Three tests for the city of Rio
The case of Vila Autódromo presents three critical tests. First, the fate of the community can and will define the image that the governments of Rio and Brazil show to the world. If they support a process of urbanisation rather than removal, broadcast footage of the Olympic Games will include a narrative of positive progress and sense of inclusion rather than massive highways, fancy condos, or protests by alienated citizens. This case and others have been widely publicised internationally. Social movements oriented towards urban reform in Brazil are increasingly professionalised and linked to international rights organisations, and are likely to continue to put forward their own narrative of human rights violations and increasing subjugation of the poor. The purpose of these mega-events is to elevate the image of the city in the eyes of international investors and potential tourists. If the government of Rio wants to capitalise on the attention received during the Games, they must decide now to listen to alternative proposals and consider the impact of wholesale evictions on the city's future reputation.
Second, the case will demonstrate the effectiveness of legal protections for the poor, not just for this community, but for the 22,000 individuals spread out across 24 communities in Rio and the hundreds of thousands threatened caross the country. Brazil has been at the forefront of developing countries in providing legal rights to protect those living in informal settlements. The Brazilian Constitution provides for the right to housing, the Charter for the City defines processes for regularising land tenure, and the system of public defenders generally represents the rights of poor residents in court. But, as Brazilian planner and UN Special Rapporteur for Housing Raquel Rolnik (featured in last week's article) has charged, regularisation of tenure is increasingly viewed by local officials not as a right of citizenship, but as subject to the discretion of the city administration. The scale of removals, whether of residents living formally or informally, is a test of the systems put in place to ensure the right to housing and that the voices of those affected are heard.
Third, Vila Autódromo will provide evidence for the impact of strategic choices made by communities and social movements. The community association has explicitly chosen to say no to any and all removals. They reject any proposal that allows even one family to face eviction. In addition, the community has very consciously decided to develop their own plan rather than take part in established participatory governance institutions, in which they feel the government would control the process. They have chosen to seek the advice of university professors over alignment with specific social movements or NGOs.

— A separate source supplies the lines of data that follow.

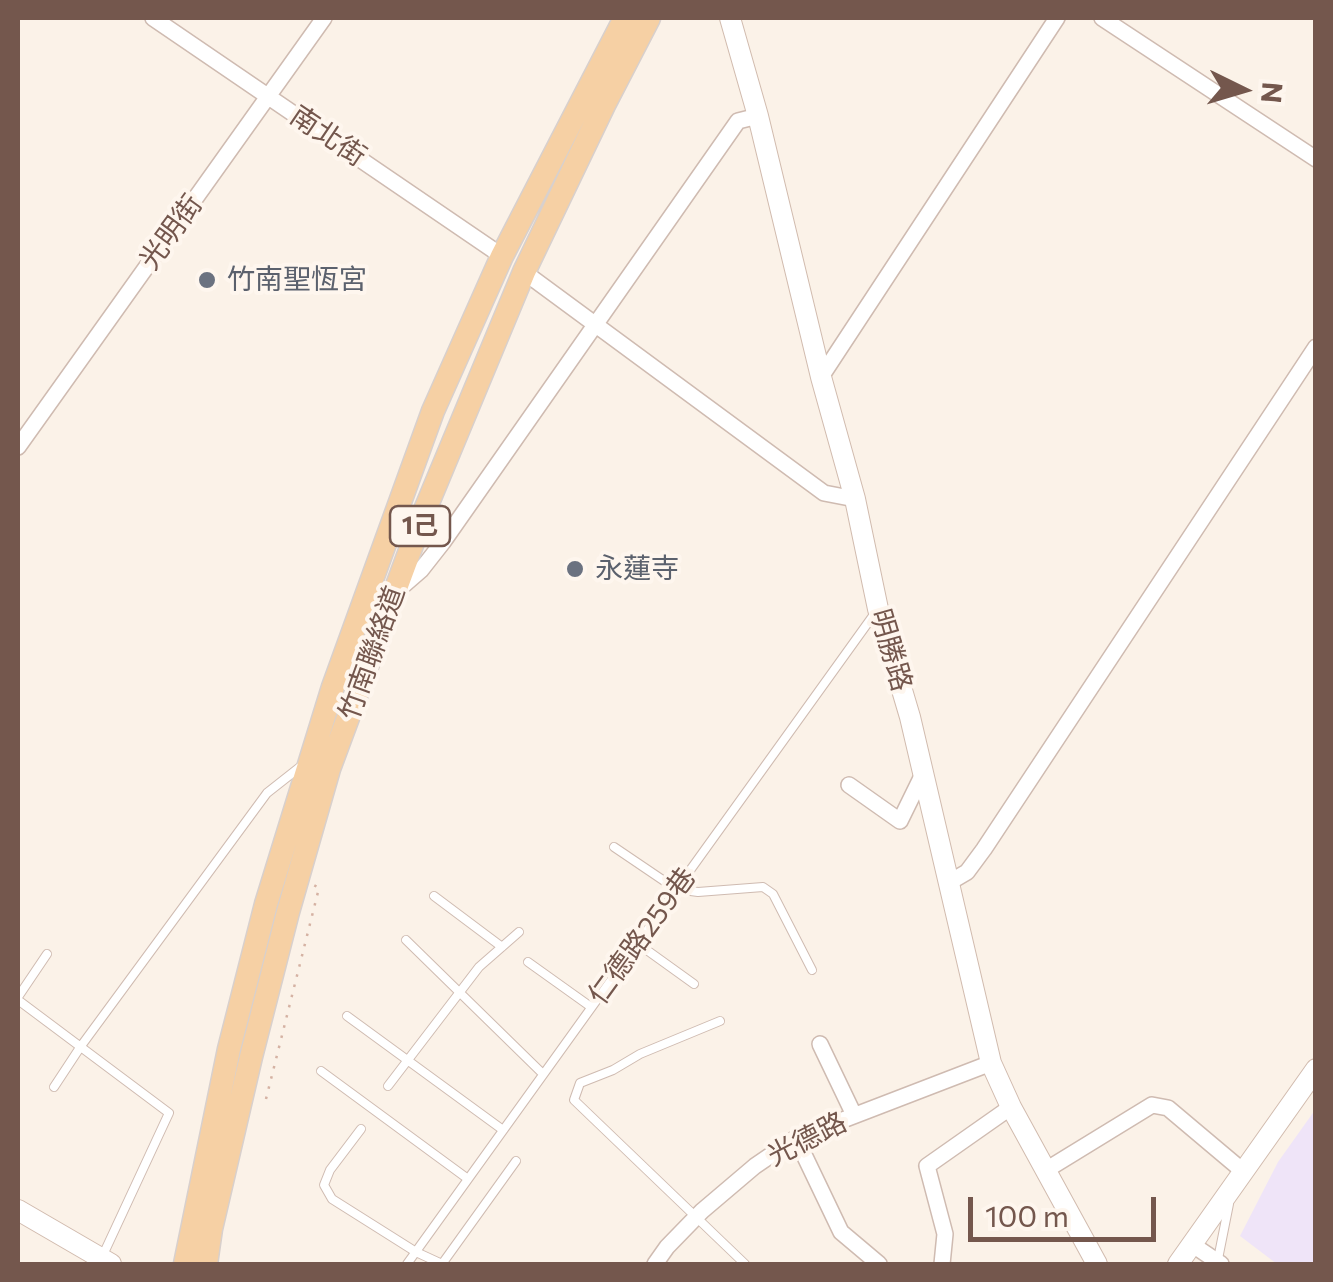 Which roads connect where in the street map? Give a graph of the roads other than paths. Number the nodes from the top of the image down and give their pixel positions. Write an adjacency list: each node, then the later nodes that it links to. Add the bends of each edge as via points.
1 (153, 18): 8 (street, 南北街)
2 (324, 18): 8 (street, 光明街)
3 (625, 18): 11 (main road, 竹南聯絡道 / 1己)
4 (649, 18): 12 (main road, 竹南聯絡道 / 1己)
5 (730, 18): 9 (street, 明勝路)
6 (1057, 18): 15 (street)
7 (1102, 18): 10 (street)
8 (268, 96): 11 (street, 南北街); 16 (street, 光明街)
9 (758, 116): 13 (street, via 738,120); 15 (street, 明勝路)
10 (1316, 159)
11 (502, 256): 22 (main road, 竹南聯絡道 / 1己, via 433,411 333,687)
12 (524, 272): 13 (street); 18 (main road, 竹南聯絡道 / 1己)
13 (596, 324): 17 (street, via 824,493); 19 (street)
14 (1316, 348): 26 (street, via 984,849 968,872)
15 (821, 377): 17 (street, 明勝路)
16 (18, 447)
17 (855, 499): 21 (street, 明勝路)
18 (426, 510): 19 (street, via 434,530); 20 (main road, 竹南聯絡道 / 1己)
19 (454, 526): 20 (street, via 421,570)
20 (394, 592): 22 (main road, 竹南聯絡道 / 1己)
21 (878, 609): 23 (street, 明勝路); 27 (lane, 仁德路259巷)
22 (319, 764): 43 (lane, via 266,794); 44 (main road, 竹南聯絡道 / 1己, via 299,874); 44 (main road, 竹南聯絡道 / 1己, via 266,904)
23 (924, 772): 24 (street, via 900,821); 26 (street, 明勝路)
24 (848, 785)
25 (614, 847): 27 (lane)
26 (950, 882): 46 (street, 明勝路)
27 (676, 889): 31 (lane, 仁德路259巷); 35 (lane, via 763,887)
28 (434, 896): 32 (lane)
29 (519, 932): 32 (lane)
30 (406, 940): 37 (lane)
31 (637, 944): 36 (lane); 39 (lane, 仁德路259巷)
32 (502, 947): 37 (lane)
33 (47, 954): 38 (lane)
34 (528, 962): 39 (lane)
35 (812, 970)
36 (694, 984)
37 (460, 992): 45 (lane); 49 (lane)
38 (18, 999): 43 (lane)
39 (591, 1007): 49 (lane, 仁德路259巷)
40 (347, 1016): 45 (lane)
41 (720, 1021): 63 (lane, via 580,1083 574,1100)
42 (820, 1044): 53 (street)
43 (81, 1046): 51 (lane); 66 (lane, via 169,1113)
44 (240, 1053): 67 (main road, 竹南聯絡道 / 1己); 68 (main road, 竹南聯絡道 / 1己)
45 (408, 1060): 50 (lane); 55 (lane)
46 (991, 1064): 52 (street, 明勝路); 53 (street, 光德路)
47 (1316, 1068): 59 (street)
48 (320, 1071): 60 (lane)
49 (543, 1074): 55 (lane, 仁德路259巷)
50 (388, 1086)
51 (54, 1087)
52 (1011, 1107): 58 (street, 明勝路); 73 (street, via 927,1166 946,1234)
53 (854, 1115): 56 (street, 光德路)
54 (360, 1129): 65 (lane, via 324,1185 332,1199)
55 (503, 1130): 60 (lane, 仁德路259巷)
56 (796, 1138): 63 (street, 光德路); 72 (street, via 841,1232)
57 (516, 1160): 65 (lane, via 442,1264)
58 (1046, 1170): 59 (street, via 1152,1105 1168,1108); 74 (street, 明勝路)
59 (1244, 1172): 61 (street)
60 (468, 1179): 65 (lane, 仁德路259巷)
61 (1232, 1190): 64 (street); 76 (lane)
62 (18, 1210): 66 (street)
63 (697, 1216): 70 (street, 光德路); 71 (lane)
64 (1193, 1245): 75 (street); 76 (street)
65 (416, 1252): 69 (lane, 仁德路259巷)
66 (106, 1262)
67 (185, 1264)
68 (206, 1264)
69 (407, 1264)
70 (655, 1264)
71 (745, 1264)
72 (880, 1264)
73 (942, 1264)
74 (1098, 1264)
75 (1178, 1264)
76 (1219, 1264)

The end result of their actions will be a case study of either success or setbacks for future grassroots movements.
The city government must now decide whether they will accept the plan to invest in the community, or relocate residents and sell the land to private sector developers. The country as a whole is in a critical moment — poised on the precipice of international recognition as a 'developed' nation, yet stuck between the reality of deep pockets of poverty and the increasing wealth of those who have access to international capital. The city can continue on the path of removing residents from their homes, relocating them to the periphery where they will lack infrastructure, jobs and community ties, in order to present a 'cleaner' image to the world. Or they can choose to use existing housing programs to invest in communities through infrastructure, social services, and credit for entrepreneurial activities. The choices Rio makes now will determine the images of the country that people around the world will see in 2014 and 2016.